The whole premise to me sounded ridiculous. At the time, Meshuggah were very much an underground band, appealing mainly to a niche audience of technical death metal fans, who actually understood what polyrhythms, time signatures or palm muting were. I enjoyed them as they were different, that was my niche at the time, music to alienate the masses.

Meshuggah’s Destroy Erase Improve was a landmark in the bands career, and arguably their breakthrough and transition from the conventions of heavy metal. Key in defining their unique musical identity.

Prior to this, Contradictions Collapse (1991) has the inklings of the Meshuggah sound, though it’s not realised until here.  There is a heavy rock and metal sound, though with such identifiable influences of bands like Metallica, unique it cannot be labelled.

This album also marks another turning point, as the band find their perfect equilibrium between jazz fusion guitar sound, polyrhythms and a heavier more extreme sound, the Meshuggah sound – leaving less abrasive contemporaries such as Cynic or Atheist, in a somewhat stagnant place.
The more experimental jazz elements of the band seem to have been sheared off, finding a new home and pinnacle in Frederick Thordendal’s Special Defects much sort after, Sol Niger Within (1997) featuring jazz drummer Morgen Argren on drums, and Meshuggah drummer Thomas Haake undertaking much of the vocal performance.
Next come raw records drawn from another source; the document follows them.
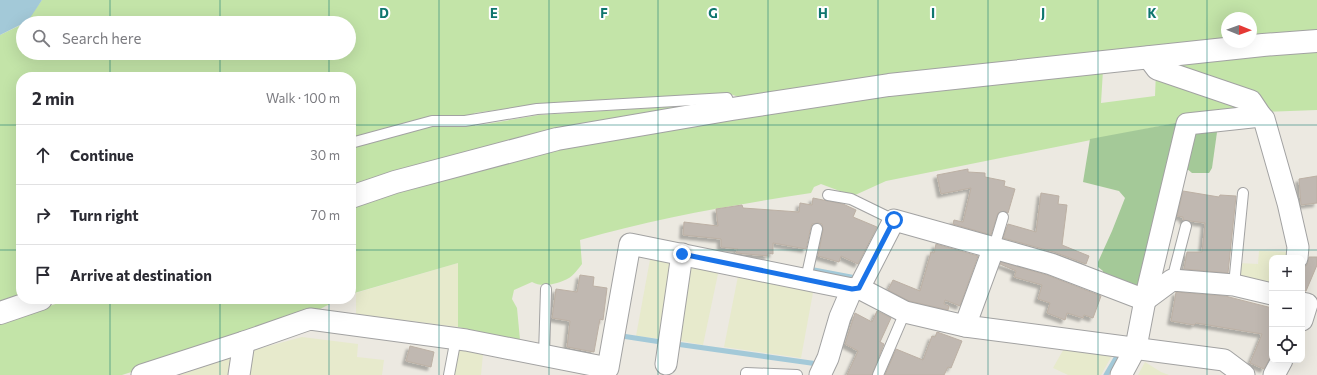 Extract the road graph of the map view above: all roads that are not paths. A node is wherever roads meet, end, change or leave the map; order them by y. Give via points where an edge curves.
1 (1317, 41) edge
2 (1148, 57) junction
3 (732, 109) junction
4 (1261, 116) junction
5 (356, 142) edge
6 (1243, 193) dead end
7 (356, 195) edge
8 (828, 195) dead end
9 (1003, 217) dead end
10 (894, 220) junction
11 (1186, 226) dead end
12 (817, 229) dead end
13 (994, 247) junction
14 (682, 254) junction
15 (1297, 255) edge
16 (806, 280) junction
17 (1172, 280) junction
18 (1234, 285) junction
19 (856, 288) junction
20 (546, 289) dead end
21 (1269, 293) edge
22 (1145, 300) junction
23 (26, 304) edge
24 (905, 312) junction
25 (0, 313) edge
26 (965, 326) junction
27 (456, 338) junction
28 (244, 342) junction
29 (1136, 347) junction
30 (544, 355) junction
31 (1280, 363) edge
32 (585, 370) edge
33 (665, 370) edge
34 (142, 375) edge
35 (239, 375) edge
36 (449, 375) edge
37 (746, 375) edge
38 (797, 375) edge
39 (820, 375) edge
40 (878, 375) edge
41 (1121, 375) edge
42 (1244, 375) edge
43 (1274, 375) edge

1 - 2 street
2 - 3 street via 889,85
2 - 4 street via 1156,69 1251,100
3 - 5 lane via 727,98 537,109 465,121 432,121
3 - 7 street via 557,139 395,182
4 - 15 street via 1288,202 1298,247
4 - 22 street via 1187,124
6 - 18 lane
8 - 10 lane via 851,199
9 - 13 lane
10 - 13 street
10 - 19 street
11 - 17 lane
12 - 16 lane
13 - 22 street via 1051,264
13 - 26 street
14 - 16 street
14 - 32 street via 630,244 608,368
14 - 33 street
16 - 19 street
17 - 18 street
17 - 22 street
18 - 21 street
19 - 24 street
19 - 39 street via 840,317 828,358
20 - 30 lane
22 - 29 street
23 - 25 street
24 - 26 street
24 - 40 lane
26 - 29 street
27 - 28 street via 310,319
27 - 30 street
27 - 36 lane
28 - 34 street
28 - 35 street
29 - 41 street
29 - 42 street via 1224,360
30 - 32 street
31 - 43 street
37 - 38 lane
This album creates a singular, enfolding stream of consciousness, similar, to the much later Catch Thirtythree (2005), though much freer and more rugged. This project also encompasses the more esoteric and experimental underbelly of Meshuggah, dealing with, among other themes; the cosmic, space time, and alien abduction.

Listening to the Destroy Erase Improve 20 years later, Future Breed Machine’s alarm clock introduction seems apt. Wake up. Embrace. Whilst even a cursory listen will identify Destroy Erase Improve as being from 1995; prior to the more polished post-human identity forming in albums such as Nothing (2002), and the controversial Catch Thirtythree (namely for its inclusion of programmed drums), it is still relevant 20 years on in this fast and fluid post-modern age.

Admittedly it also took the succeeding Chaosphere (1998) to reach this more polished and confident stage. Chaosphere is almost a sister (or perhaps the evil twin) album to Destroy Erase Improve, channelling a much heavier and abrasive sound, with the jazzier dynamics removed from the forefront and calmer moments, or completely mellow instrumentals (such as Acrid Placidity) removed entirely.

In Nothing (2002) the “Meshuggah” sound and identity is stabilised. This new found confidence in identity surely allowed the creation of the more experimental and expansive I (2004), released on J Manns’ Fractured Transmitter Records.

Lyrically, the album and the band in general seem to deal in the abstract. This is to an extent true. Though I think a more accurate analysis would suggest that the themes explored are solely human and every day in nature, albeit from a disassociated and isolated perspective. The sound itself creates an abrasive and jarring wall, and through this medium, emotion is all but hidden, though not removed.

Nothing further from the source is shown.